Ambition is a masculine trait. Achievement is aggressive. Success, on a woman, isn’t sexy.
This is bullshit.
Why is it arrogant to say that you overcame obstacles? Why is it bragging to admit that the reason you’re published and someone else isn’t is because you didn’t give up? Why does it make us less woman to tell the truth about how we got to where we are? Why do we cheapen ourselves for the sake of appearances?
Because saying “I was lucky” cheapens the work you’ve done, and it cheapens the work of other authors. You can’t claim your success was due to luck without implying theirs was, too. Citing luck cheapens the drive in your heart, that voice that continually tells you to do better, to be better. It cheapens the part of your soul that pushes you on to greater things.
Most of all, it cheapens the aspirations of those to follow you. Tell an aspiring writer that you got lucky, and they’re going to spend their days hoping that a blue fairy will come down out of the sky one night and whisk them away to fame and fortune. They’ll be waiting forever.

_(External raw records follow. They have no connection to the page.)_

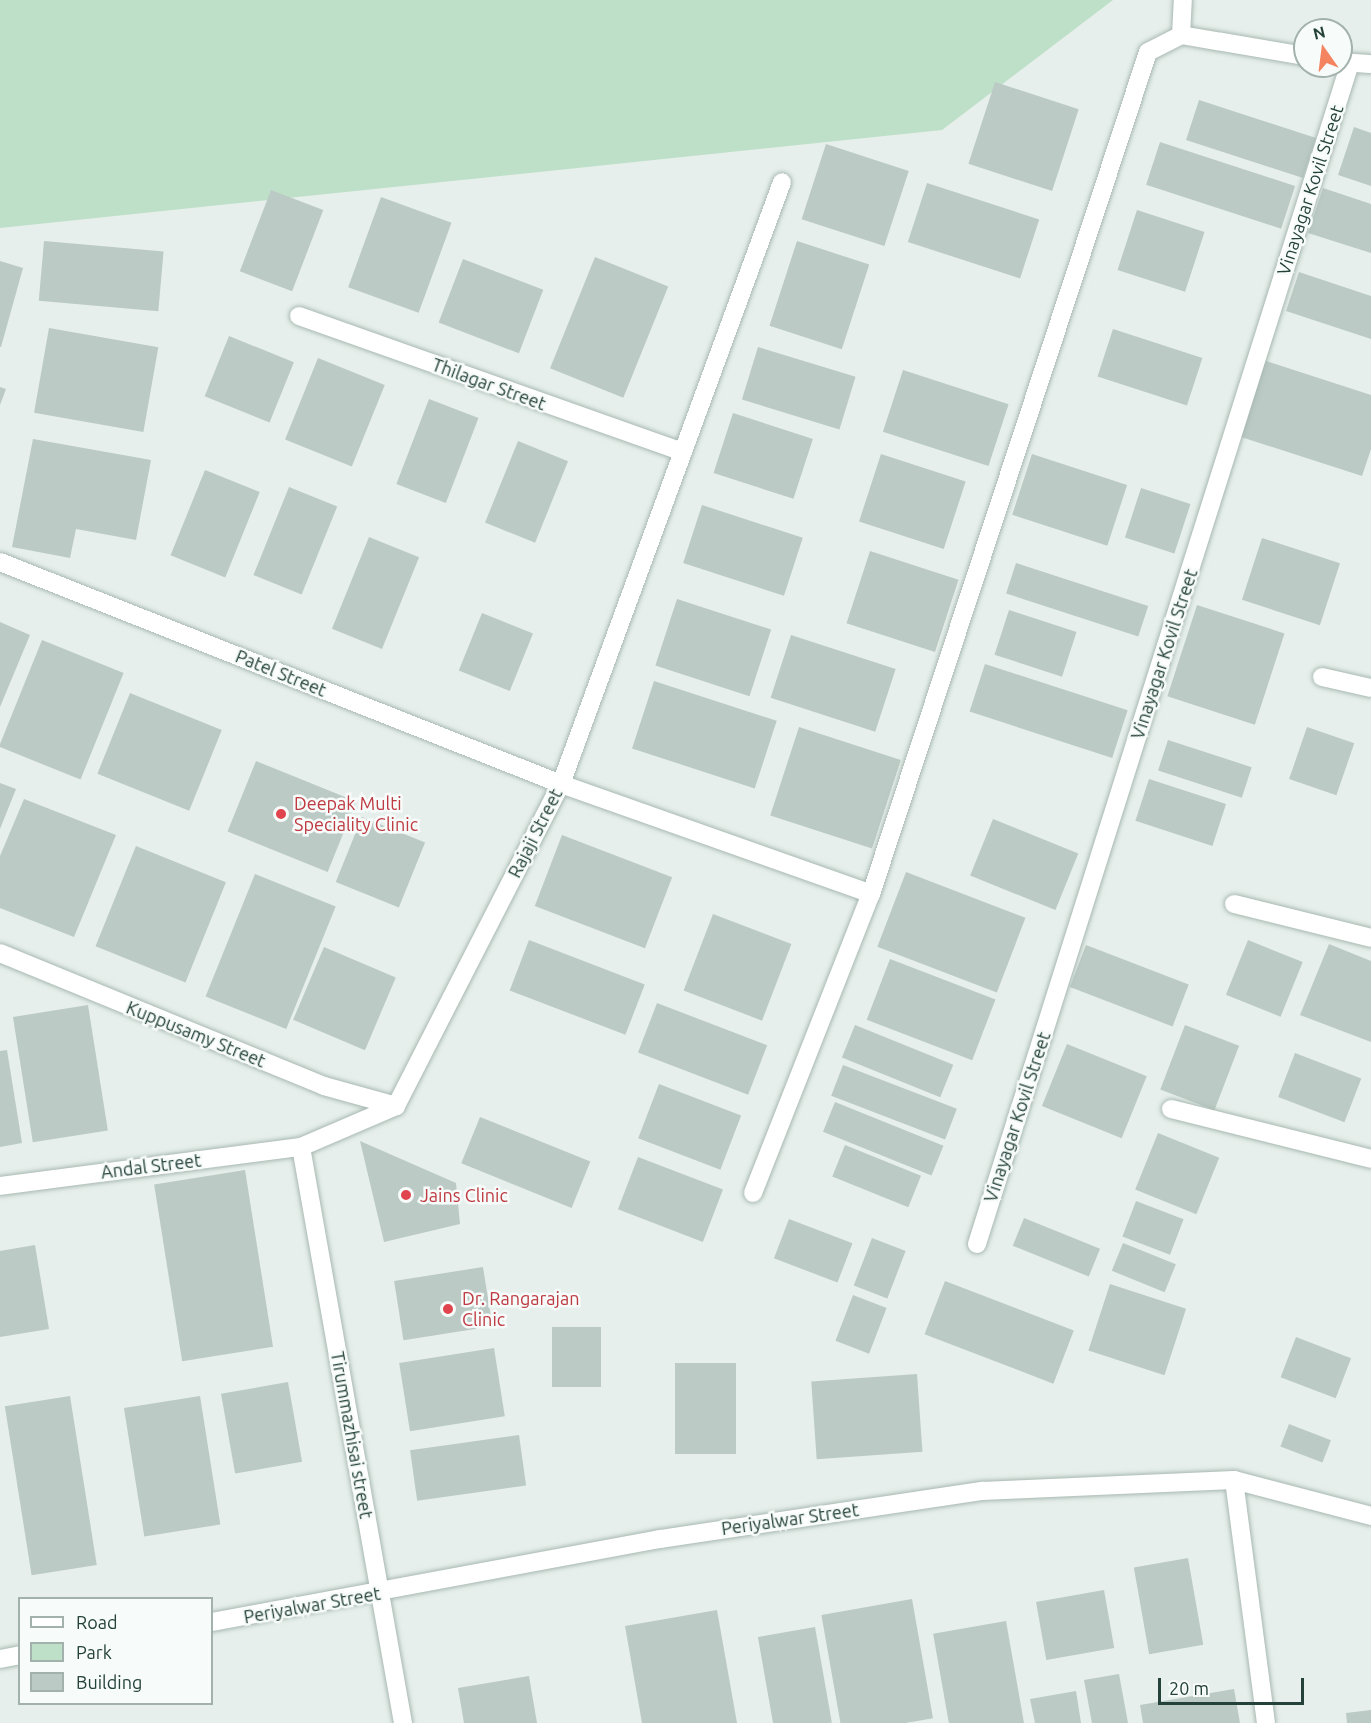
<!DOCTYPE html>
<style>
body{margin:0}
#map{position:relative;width:1371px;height:1723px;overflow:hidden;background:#e6efeb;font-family:Ubuntu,sans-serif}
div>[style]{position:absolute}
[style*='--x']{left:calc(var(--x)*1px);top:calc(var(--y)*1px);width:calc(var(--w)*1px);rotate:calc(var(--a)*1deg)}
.green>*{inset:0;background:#bfe0c8}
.building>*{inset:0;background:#bbcac4;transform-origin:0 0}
.roads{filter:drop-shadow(0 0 2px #a8b8b2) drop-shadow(0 0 2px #a8b8b2)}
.minor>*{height:18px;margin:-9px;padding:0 9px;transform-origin:9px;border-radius:9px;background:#fff}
.dots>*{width:16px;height:16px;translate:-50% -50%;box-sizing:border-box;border:3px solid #f7fbf9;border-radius:50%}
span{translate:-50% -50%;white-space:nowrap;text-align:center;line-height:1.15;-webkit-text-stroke:5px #f7fbf9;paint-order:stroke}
.street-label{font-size:18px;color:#24423a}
.health-label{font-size:18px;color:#be3a42}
.left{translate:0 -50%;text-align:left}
.legend{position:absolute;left:18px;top:1597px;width:195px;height:108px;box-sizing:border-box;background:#f7fbf9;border:2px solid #a3b1ad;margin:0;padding:8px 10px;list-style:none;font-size:18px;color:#24423a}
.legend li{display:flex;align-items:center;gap:12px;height:30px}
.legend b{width:30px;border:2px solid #a3b1ad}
.north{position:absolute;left:1293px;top:18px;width:60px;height:60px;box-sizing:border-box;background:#f7fbf9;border:2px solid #a3b1ad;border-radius:50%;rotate:346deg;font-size:16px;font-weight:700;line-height:24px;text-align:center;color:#24423a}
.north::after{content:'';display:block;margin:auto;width:21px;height:27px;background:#f4845f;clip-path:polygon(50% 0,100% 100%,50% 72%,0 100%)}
.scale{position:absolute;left:1158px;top:1678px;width:146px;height:27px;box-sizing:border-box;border:3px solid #24423a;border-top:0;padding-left:8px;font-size:18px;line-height:21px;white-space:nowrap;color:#24423a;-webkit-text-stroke:4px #f7fbf9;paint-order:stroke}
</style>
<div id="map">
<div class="green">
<div style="clip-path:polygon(0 0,1113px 0,942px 130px,0 228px)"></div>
</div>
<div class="building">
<div style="left:995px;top:82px;width:88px;height:86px;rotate:18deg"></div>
<div style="left:1199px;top:100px;width:123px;height:42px;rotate:18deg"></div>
<div style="clip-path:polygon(1354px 127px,1371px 133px,1371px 186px,1338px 175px)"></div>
<div style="left:1160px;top:142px;width:142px;height:45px;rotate:18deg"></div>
<div style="left:826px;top:144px;width:87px;height:79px;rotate:18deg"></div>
<div style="left:927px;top:183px;width:118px;height:62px;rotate:18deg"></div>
<div style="clip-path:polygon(1323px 188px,1371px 204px,1371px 253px,1308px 233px)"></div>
<div style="left:271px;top:190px;width:56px;height:87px;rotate:21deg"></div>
<div style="left:381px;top:197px;width:75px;height:96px;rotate:20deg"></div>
<div style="left:1137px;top:210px;width:71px;height:63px;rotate:18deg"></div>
<div style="left:44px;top:241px;width:120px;height:60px;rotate:5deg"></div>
<div style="left:797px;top:241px;width:76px;height:89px;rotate:18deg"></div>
<div style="left:595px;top:257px;width:79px;height:120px;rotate:22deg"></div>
<div style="left:463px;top:259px;width:86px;height:68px;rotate:21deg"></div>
<div style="clip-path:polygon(0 261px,23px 268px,1px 347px,0 347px)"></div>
<div style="clip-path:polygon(1299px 272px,1371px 296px,1371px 339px,1286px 311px)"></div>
<div style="left:49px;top:328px;width:111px;height:86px;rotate:10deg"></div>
<div style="left:1113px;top:329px;width:94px;height:50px;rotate:18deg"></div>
<div style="left:229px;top:336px;width:70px;height:65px;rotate:22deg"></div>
<div style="left:758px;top:347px;width:102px;height:55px;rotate:17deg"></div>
<div style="left:318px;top:358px;width:72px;height:88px;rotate:22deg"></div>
<div style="clip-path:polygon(1263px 360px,1371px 395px,1371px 449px,1362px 476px,1238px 436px)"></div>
<div style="left:903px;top:370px;width:111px;height:65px;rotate:18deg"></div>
<div style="clip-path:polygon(0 387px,6px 389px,0 405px)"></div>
<div style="left:429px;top:399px;width:53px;height:91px;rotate:21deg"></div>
<div style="left:733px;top:413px;width:84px;height:63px;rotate:18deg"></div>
<div style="clip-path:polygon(33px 439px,151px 460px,136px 540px,76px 529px,70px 558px,12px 547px)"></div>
<div style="left:518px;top:441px;width:54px;height:88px;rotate:22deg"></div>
<div style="left:881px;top:454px;width:89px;height:71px;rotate:18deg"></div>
<div style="left:1032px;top:454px;width:100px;height:64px;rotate:18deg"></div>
<div style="left:205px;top:470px;width:59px;height:92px;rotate:22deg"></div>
<div style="left:289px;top:487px;width:52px;height:95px;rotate:22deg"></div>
<div style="left:1141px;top:488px;width:52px;height:52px;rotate:18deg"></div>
<div style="left:702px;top:505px;width:106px;height:61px;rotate:18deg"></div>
<div style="left:369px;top:537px;width:54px;height:99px;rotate:22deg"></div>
<div style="left:1262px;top:538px;width:82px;height:65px;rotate:18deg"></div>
<div style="left:870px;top:551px;width:93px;height:76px;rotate:18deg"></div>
<div style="left:1016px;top:563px;width:139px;height:32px;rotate:18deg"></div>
<div style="left:677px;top:599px;width:99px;height:70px;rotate:18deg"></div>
<div style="left:1197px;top:605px;width:92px;height:96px;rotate:18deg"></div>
<div style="left:1009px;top:610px;width:71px;height:47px;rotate:18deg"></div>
<div style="left:482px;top:613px;width:55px;height:62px;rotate:22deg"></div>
<div style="clip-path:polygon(0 622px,30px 635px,0 707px)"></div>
<div style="left:791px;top:635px;width:110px;height:66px;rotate:18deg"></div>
<div style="left:42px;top:640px;width:88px;height:115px;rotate:22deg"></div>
<div style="left:985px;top:664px;width:150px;height:50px;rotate:18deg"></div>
<div style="left:654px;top:681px;width:129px;height:71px;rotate:18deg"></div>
<div style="left:130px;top:693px;width:99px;height:87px;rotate:22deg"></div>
<div style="left:799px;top:727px;width:107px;height:93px;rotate:18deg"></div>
<div style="left:1307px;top:727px;width:50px;height:55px;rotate:19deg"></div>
<div style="left:1168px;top:740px;width:88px;height:32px;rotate:18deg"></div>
<div style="left:256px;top:761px;width:108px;height:76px;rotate:22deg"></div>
<div style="left:1149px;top:779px;width:81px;height:44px;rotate:18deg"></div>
<div style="clip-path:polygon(0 783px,16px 789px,0 829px)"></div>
<div style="clip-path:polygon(24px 799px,116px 835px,74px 937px,0 908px,0 856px)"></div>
<div style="left:362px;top:817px;width:68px;height:70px;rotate:22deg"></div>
<div style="left:993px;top:819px;width:92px;height:61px;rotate:22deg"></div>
<div style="left:562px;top:835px;width:118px;height:76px;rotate:21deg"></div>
<div style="left:136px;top:846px;width:97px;height:108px;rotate:22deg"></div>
<div style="left:906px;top:872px;width:128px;height:80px;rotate:21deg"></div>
<div style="left:255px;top:874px;width:87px;height:132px;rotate:22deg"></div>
<div style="left:713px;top:914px;width:84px;height:82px;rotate:21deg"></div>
<div style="left:529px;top:940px;width:124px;height:54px;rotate:21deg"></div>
<div style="left:1248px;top:940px;width:59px;height:59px;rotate:22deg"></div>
<div style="clip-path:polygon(1329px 944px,1371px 961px,1371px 1042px,1300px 1015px)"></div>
<div style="left:1086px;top:945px;width:110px;height:45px;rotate:21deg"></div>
<div style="left:324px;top:947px;width:78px;height:79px;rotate:23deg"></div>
<div style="left:890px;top:959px;width:113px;height:65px;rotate:21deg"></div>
<div style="left:657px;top:1003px;width:118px;height:53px;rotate:21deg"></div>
<div style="left:88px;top:1005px;width:127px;height:76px;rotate:81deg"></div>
<div style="left:855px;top:1025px;width:106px;height:35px;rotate:22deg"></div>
<div style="left:1185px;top:1025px;width:58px;height:69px;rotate:21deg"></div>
<div style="left:1067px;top:1044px;width:86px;height:67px;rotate:22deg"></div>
<div style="clip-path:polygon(7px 1050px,22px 1143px,0 1147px,0 1051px)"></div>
<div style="left:1295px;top:1053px;width:71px;height:47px;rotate:21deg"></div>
<div style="left:843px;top:1065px;width:122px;height:33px;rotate:21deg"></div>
<div style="left:659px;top:1084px;width:88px;height:58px;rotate:21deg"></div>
<div style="left:835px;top:1102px;width:117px;height:32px;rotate:22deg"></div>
<div style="left:480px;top:1117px;width:119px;height:50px;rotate:22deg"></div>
<div style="left:1158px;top:1133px;width:66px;height:61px;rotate:22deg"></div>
<div style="clip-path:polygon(360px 1141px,456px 1183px,460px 1224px,384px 1242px)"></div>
<div style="left:845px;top:1145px;width:82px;height:34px;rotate:22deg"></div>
<div style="left:638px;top:1157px;width:91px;height:56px;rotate:21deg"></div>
<div style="left:245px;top:1170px;width:179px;height:92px;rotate:81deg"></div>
<div style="left:1136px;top:1201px;width:51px;height:38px;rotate:21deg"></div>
<div style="left:1024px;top:1218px;width:82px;height:30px;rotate:22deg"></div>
<div style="left:789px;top:1219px;width:68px;height:42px;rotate:21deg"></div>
<div style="left:872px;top:1238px;width:36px;height:51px;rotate:21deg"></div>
<div style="left:1123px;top:1243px;width:57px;height:30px;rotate:22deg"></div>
<div style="clip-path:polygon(35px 1245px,49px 1329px,0 1337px,0 1251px)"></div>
<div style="left:483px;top:1267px;width:60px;height:90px;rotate:81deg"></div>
<div style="left:945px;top:1281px;width:138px;height:57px;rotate:21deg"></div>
<div style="left:1110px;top:1284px;width:80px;height:70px;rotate:18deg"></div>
<div style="left:853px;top:1295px;width:36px;height:49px;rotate:21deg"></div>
<div style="left:552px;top:1327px;width:49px;height:60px"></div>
<div style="left:1296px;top:1337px;width:59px;height:43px;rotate:21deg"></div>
<div style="left:494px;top:1348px;width:69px;height:96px;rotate:81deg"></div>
<div style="left:675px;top:1363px;width:61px;height:91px"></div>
<div style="left:917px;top:1374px;width:78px;height:106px;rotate:86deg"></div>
<div style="left:288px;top:1382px;width:81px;height:68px;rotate:80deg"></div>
<div style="left:70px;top:1396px;width:171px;height:66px;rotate:81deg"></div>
<div style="left:200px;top:1396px;width:130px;height:77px;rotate:81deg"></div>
<div style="left:1289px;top:1424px;width:45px;height:24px;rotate:21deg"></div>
<div style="left:519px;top:1435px;width:51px;height:110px;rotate:82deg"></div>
<div style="left:1188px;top:1558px;width:88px;height:55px;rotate:80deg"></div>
<div style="left:1104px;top:1590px;width:59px;height:69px;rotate:80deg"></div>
<div style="left:912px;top:1599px;width:121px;height:92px;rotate:80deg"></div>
<div style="clip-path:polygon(717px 1610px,737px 1723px,642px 1723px,625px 1626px)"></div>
<div style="left:1006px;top:1621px;width:104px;height:74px;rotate:80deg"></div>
<div style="left:815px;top:1627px;width:97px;height:58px;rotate:80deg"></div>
<div style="clip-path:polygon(1119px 1674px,1128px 1723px,1092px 1723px,1084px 1680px)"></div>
<div style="clip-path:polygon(529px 1676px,537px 1723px,464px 1723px,458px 1688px)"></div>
<div style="clip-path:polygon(1234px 1689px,1240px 1723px,1143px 1723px,1140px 1705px)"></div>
<div style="clip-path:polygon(1076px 1691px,1081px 1723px,1035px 1723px,1030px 1699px)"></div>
<div style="clip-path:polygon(1371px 1710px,1371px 1723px,1347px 1723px,1346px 1713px)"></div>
</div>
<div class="roads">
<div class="minor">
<div style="--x:1181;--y:35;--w:35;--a:-87"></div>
<div style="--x:1341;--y:62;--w:30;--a:4"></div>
<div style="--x:299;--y:316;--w:404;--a:19.5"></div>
<div style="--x:0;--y:562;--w:603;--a:21.59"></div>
<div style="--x:561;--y:784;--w:329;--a:19.5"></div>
<div style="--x:1322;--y:677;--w:50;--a:12.7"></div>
<div style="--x:1234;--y:904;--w:141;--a:13.9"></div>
<div style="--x:0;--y:953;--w:350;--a:22.3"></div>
<div style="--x:324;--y:1086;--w:75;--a:15.5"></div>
<div style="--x:1171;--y:1109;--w:206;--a:14"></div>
<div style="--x:301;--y:1147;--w:585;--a:79.96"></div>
<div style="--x:0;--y:1186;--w:304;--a:-7.4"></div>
<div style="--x:301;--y:1147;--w:103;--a:-23.3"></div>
<div style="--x:396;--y:1106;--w:362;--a:-62.9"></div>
<div style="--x:561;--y:784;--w:641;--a:-69.84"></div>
<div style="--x:753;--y:1193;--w:321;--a:-68.5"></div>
<div style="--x:871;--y:894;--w:886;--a:-71.79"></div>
<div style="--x:1148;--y:52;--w:37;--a:-27"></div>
<div style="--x:1181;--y:35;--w:126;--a:9.6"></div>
<div style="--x:977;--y:1244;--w:1239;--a:-72.47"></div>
<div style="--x:1234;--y:1480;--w:245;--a:82.5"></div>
<div style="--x:212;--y:1622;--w:456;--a:-10.5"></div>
<div style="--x:660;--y:1539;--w:326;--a:-8.5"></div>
<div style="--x:982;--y:1491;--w:252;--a:-2.5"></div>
<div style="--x:1234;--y:1480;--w:142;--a:14.7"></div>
<div style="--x:0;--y:1659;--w:20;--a:-11"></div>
</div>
</div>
<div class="dots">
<div style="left:281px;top:814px;background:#e0444e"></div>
<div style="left:406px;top:1195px;background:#e0444e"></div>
<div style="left:448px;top:1309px;background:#e0444e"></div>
</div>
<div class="street-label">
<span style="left:1310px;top:190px;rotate:-72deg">Vinayagar Kovil Street</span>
<span style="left:489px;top:384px;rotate:20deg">Thilagar Street</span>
<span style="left:1164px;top:654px;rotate:-72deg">Vinayagar Kovil Street</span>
<span style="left:281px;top:673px;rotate:22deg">Patel Street</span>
<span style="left:535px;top:833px;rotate:-63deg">Rajaji Street</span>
<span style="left:196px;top:1034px;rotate:22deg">Kuppusamy Street</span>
<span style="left:1017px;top:1117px;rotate:-72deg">Vinayagar Kovil Street</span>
<span style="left:151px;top:1166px;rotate:-7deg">Andal Street</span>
<span style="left:352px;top:1435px;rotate:80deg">Tirummazhisai street</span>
<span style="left:790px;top:1519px;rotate:-8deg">Periyalwar Street</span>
<span style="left:312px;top:1605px;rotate:-10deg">Periyalwar Street</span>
</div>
<div class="health-label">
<span class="left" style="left:294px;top:814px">Deepak Multi<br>Speciality Clinic</span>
<span class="left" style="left:420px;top:1195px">Jains Clinic</span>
<span class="left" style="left:462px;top:1309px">Dr. Rangarajan<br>Clinic</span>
</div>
<ul class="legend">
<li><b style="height:8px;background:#fff"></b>Road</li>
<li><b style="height:16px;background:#bfe0c8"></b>Park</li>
<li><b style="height:16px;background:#bbcac4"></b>Building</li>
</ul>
<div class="north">N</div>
<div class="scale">20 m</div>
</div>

Tell them you worked hard. Tell them it was awful, a lot of the time, and that most days you felt like you’d never get there. But tell them that you kept slogging through because you knew this was what you wanted. Tell them that you were ambitious, and that you still are, and that this drive is what makes you better. Tell them you fought for what you have.
Don’t just smile coyly and say, “Lucky, I guess.” Let young girls see us taking credit for our hard work. Let them realize that it’s not only okay to work hard, it’s okay to talk about it. Let them see us being ambitious and pushing ourselves to be better all the time. Let them grow up watching women who aren’t afraid to say “Yes, I did that. That was me.”